I mean I have fun as an angel. Don't get me wrong. But I still think...damn. Devils be having fun. So, how do I balance that? I don't. I fight tooth and nail everyday, with all my being, to keep this halo from falling off. Not only that, but I try to convince other people to become angels as well. I never said I didn't want to be an angel. Just that it's hard sometimes when the devils are wearing plunging necklines of red, silky fur and saying "hi sexy". Meanwhile, I keep the devils at bay by watching them on my 27inch color flat screen HD ready television. Waiting for the end of time and trying to make peace in this world by waging a war. I'll get my wings back one of these days. Damn greedy devils.

Monday, January 03, 2005

ELEVATE ME

Automatic said don't be a lazy blogger, but it's hard to focus when you're trying to save the world. Maybe I could do it one blog at a time, but I want to give them more. Something of substance. As things stand now it's just enough rope to form a noose.
When the dreams don't suck me dry, and when Nicole is vacationing down under, it's easy to see things for how they really are. And it scares the hell out of me. Who is there among us that is willing to scream the truth at any cost? Who is there among us the is willing to shed the materialism of X-Box Live and extend our hands to those sliding into the ocean? Who is there among us that is willing to forgo that Caramel Machiato so that pink and brown babies can eat? Who is there among us that is willing to stop thinking about our lover's breasts for one night and hold her like there will be no sunrise? Who is there among us that gives one true shit? I'll be honest...I don't know if I do sometimes.
Every day I say "God - give me purpose.
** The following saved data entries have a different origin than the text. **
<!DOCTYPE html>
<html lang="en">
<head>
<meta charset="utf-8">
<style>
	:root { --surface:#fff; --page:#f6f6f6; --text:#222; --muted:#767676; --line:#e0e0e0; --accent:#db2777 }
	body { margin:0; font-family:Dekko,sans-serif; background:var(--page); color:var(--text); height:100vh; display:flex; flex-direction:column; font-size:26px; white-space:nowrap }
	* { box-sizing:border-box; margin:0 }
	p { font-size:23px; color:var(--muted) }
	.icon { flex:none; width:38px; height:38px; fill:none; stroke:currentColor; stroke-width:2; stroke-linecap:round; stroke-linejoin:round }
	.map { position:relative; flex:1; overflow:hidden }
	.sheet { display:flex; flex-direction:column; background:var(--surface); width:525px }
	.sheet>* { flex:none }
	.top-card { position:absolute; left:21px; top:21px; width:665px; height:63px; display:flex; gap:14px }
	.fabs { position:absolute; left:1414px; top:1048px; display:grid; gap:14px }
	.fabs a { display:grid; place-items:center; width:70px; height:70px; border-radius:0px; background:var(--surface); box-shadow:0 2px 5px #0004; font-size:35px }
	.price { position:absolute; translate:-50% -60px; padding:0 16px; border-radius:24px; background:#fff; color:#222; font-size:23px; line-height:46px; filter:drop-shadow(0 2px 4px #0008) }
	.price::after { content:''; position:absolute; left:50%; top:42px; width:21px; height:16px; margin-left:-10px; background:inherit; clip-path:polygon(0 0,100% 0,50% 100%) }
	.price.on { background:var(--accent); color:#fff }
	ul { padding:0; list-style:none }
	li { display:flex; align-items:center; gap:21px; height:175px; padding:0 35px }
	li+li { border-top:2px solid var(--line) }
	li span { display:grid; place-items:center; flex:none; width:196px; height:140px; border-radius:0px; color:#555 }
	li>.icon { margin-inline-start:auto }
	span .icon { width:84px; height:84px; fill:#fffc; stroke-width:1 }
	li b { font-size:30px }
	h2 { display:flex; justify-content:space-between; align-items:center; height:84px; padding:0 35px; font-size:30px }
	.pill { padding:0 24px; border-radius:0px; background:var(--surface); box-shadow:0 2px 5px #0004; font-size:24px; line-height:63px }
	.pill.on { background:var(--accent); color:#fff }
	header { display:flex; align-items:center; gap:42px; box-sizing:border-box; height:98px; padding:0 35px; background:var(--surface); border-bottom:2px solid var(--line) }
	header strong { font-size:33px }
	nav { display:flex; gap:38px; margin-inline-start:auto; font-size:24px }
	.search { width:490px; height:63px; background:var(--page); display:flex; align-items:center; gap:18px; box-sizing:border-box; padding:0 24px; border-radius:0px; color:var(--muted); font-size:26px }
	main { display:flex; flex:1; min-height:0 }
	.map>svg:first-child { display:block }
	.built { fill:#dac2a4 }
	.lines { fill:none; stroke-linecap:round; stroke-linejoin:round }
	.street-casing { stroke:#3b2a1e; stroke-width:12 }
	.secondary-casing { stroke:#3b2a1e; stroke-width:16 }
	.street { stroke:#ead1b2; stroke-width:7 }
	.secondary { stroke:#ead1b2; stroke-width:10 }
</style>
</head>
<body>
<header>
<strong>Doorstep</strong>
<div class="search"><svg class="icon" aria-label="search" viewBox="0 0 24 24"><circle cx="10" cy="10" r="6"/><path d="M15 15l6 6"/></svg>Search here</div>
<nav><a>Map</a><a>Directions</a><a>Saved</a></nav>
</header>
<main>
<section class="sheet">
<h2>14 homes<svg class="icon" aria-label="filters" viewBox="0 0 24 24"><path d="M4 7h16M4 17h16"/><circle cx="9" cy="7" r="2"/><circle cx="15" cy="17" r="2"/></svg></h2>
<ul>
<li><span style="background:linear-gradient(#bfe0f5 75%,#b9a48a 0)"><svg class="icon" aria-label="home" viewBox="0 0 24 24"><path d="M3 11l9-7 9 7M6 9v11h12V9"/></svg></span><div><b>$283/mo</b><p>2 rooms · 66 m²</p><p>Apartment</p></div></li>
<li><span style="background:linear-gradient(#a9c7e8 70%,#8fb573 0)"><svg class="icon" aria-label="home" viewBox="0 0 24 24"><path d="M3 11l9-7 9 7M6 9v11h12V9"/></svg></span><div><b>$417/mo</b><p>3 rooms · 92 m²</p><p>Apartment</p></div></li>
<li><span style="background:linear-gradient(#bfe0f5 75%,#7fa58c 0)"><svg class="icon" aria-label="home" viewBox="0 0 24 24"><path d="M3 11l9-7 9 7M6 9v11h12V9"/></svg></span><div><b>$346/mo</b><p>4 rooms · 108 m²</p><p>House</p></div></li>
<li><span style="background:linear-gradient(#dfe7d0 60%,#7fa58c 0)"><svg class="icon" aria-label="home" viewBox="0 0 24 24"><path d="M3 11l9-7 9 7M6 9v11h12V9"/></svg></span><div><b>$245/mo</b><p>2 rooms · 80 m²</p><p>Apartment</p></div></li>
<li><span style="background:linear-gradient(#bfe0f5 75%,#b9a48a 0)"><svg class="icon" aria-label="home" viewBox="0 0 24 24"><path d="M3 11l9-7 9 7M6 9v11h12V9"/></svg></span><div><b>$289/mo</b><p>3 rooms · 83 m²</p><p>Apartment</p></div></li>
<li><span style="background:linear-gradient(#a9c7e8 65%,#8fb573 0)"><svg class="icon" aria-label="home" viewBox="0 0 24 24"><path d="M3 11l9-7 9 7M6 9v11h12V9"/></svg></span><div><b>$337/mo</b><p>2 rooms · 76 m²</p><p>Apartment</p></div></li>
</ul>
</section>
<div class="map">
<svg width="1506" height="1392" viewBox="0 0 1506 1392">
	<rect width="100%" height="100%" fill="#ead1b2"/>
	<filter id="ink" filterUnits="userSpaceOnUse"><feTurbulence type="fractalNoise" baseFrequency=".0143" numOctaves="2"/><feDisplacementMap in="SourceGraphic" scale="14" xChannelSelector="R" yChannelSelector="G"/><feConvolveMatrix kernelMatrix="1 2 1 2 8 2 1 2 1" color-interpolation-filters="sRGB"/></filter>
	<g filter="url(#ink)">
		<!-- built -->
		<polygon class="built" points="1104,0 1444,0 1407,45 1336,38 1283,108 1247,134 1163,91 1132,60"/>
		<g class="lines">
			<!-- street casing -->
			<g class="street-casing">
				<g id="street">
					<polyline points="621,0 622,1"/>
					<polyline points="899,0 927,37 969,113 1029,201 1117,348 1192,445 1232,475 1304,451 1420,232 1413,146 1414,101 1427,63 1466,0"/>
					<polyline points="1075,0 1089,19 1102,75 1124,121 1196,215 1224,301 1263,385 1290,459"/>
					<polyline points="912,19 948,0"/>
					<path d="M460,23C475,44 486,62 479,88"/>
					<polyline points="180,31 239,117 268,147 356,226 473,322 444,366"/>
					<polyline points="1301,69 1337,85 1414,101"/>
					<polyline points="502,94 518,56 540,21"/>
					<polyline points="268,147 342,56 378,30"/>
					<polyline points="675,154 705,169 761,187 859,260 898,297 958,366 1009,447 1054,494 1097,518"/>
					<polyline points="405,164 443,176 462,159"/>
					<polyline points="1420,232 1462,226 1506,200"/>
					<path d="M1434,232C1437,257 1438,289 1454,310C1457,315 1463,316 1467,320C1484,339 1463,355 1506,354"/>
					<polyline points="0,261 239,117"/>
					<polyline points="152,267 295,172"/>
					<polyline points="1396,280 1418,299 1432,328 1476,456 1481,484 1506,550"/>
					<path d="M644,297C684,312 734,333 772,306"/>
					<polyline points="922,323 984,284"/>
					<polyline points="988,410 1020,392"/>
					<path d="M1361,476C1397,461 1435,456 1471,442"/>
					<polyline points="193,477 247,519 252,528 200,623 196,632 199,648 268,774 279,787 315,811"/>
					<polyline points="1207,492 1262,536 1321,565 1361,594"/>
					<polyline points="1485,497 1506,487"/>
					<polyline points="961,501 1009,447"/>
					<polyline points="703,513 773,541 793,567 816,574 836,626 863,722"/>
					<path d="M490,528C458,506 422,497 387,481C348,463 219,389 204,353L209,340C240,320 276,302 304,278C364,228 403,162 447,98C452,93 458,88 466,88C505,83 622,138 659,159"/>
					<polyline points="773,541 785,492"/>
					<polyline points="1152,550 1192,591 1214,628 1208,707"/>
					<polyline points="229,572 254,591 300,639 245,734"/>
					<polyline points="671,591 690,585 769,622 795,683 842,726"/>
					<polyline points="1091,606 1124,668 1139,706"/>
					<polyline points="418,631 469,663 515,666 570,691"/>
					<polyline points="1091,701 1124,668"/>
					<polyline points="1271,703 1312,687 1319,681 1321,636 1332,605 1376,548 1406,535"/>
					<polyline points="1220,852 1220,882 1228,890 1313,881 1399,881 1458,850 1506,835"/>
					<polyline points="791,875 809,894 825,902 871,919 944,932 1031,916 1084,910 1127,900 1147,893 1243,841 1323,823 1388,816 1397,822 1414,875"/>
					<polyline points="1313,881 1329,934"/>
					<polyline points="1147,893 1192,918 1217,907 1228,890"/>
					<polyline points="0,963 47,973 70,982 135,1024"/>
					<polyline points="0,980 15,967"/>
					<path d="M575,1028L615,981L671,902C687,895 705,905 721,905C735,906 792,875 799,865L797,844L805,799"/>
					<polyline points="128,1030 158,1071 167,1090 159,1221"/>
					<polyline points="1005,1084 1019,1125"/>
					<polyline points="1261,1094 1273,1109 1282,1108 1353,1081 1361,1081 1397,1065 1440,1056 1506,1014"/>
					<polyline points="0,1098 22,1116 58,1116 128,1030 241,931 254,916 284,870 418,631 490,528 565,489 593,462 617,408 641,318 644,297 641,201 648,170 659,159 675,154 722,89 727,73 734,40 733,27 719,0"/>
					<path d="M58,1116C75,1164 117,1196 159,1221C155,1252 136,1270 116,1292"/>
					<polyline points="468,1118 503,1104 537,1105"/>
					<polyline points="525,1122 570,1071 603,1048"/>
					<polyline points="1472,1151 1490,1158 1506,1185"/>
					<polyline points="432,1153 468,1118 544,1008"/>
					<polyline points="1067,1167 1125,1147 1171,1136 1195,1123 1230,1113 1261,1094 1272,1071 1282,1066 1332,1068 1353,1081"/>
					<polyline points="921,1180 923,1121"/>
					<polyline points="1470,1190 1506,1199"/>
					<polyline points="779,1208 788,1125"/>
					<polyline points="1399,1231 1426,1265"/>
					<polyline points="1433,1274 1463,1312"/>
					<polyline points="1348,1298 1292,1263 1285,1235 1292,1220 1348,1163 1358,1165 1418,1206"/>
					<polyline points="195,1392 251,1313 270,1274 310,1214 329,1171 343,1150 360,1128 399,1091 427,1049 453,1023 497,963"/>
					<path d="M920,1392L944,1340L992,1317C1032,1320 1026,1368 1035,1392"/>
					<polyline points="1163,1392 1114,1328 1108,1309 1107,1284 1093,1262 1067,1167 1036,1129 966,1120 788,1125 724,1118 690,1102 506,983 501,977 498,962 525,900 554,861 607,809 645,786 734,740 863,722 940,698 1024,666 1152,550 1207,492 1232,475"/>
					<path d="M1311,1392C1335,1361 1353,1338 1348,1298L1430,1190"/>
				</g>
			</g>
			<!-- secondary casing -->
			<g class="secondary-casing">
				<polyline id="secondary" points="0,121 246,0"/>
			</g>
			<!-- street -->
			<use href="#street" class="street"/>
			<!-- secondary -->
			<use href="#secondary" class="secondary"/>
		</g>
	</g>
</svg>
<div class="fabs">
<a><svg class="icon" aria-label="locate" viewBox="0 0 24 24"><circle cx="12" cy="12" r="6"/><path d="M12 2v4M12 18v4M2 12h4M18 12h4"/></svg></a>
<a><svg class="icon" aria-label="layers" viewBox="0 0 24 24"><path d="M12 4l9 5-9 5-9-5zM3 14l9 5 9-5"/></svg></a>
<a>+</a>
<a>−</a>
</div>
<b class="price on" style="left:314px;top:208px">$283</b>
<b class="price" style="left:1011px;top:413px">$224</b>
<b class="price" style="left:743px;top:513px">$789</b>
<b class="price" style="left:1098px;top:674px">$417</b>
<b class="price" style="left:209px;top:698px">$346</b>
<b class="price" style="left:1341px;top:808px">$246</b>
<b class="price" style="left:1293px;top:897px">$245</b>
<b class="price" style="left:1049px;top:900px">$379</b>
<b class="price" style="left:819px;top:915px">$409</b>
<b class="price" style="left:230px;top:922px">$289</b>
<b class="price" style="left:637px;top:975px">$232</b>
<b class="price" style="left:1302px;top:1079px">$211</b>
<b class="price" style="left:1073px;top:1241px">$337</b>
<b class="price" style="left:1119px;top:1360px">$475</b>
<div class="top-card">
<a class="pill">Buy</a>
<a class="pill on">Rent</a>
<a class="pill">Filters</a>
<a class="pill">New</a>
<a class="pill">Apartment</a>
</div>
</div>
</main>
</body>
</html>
Use me. Somehow. I don't want to be meaningless." Then I blog - maybe not as frequently as Automatic. Then I write - maybe not frequently enough to deem my artist status. Then I eat. And sleep. Maybe watch a movie. And try to make sense of life in the city. Scared. Unemployed. Trying to make theatre really happen for the first time. Ever.
Maybe it wont keep those bodies from sliding into the ocean. But then again, maybe it will. Maybe He will. And then maybe...I can.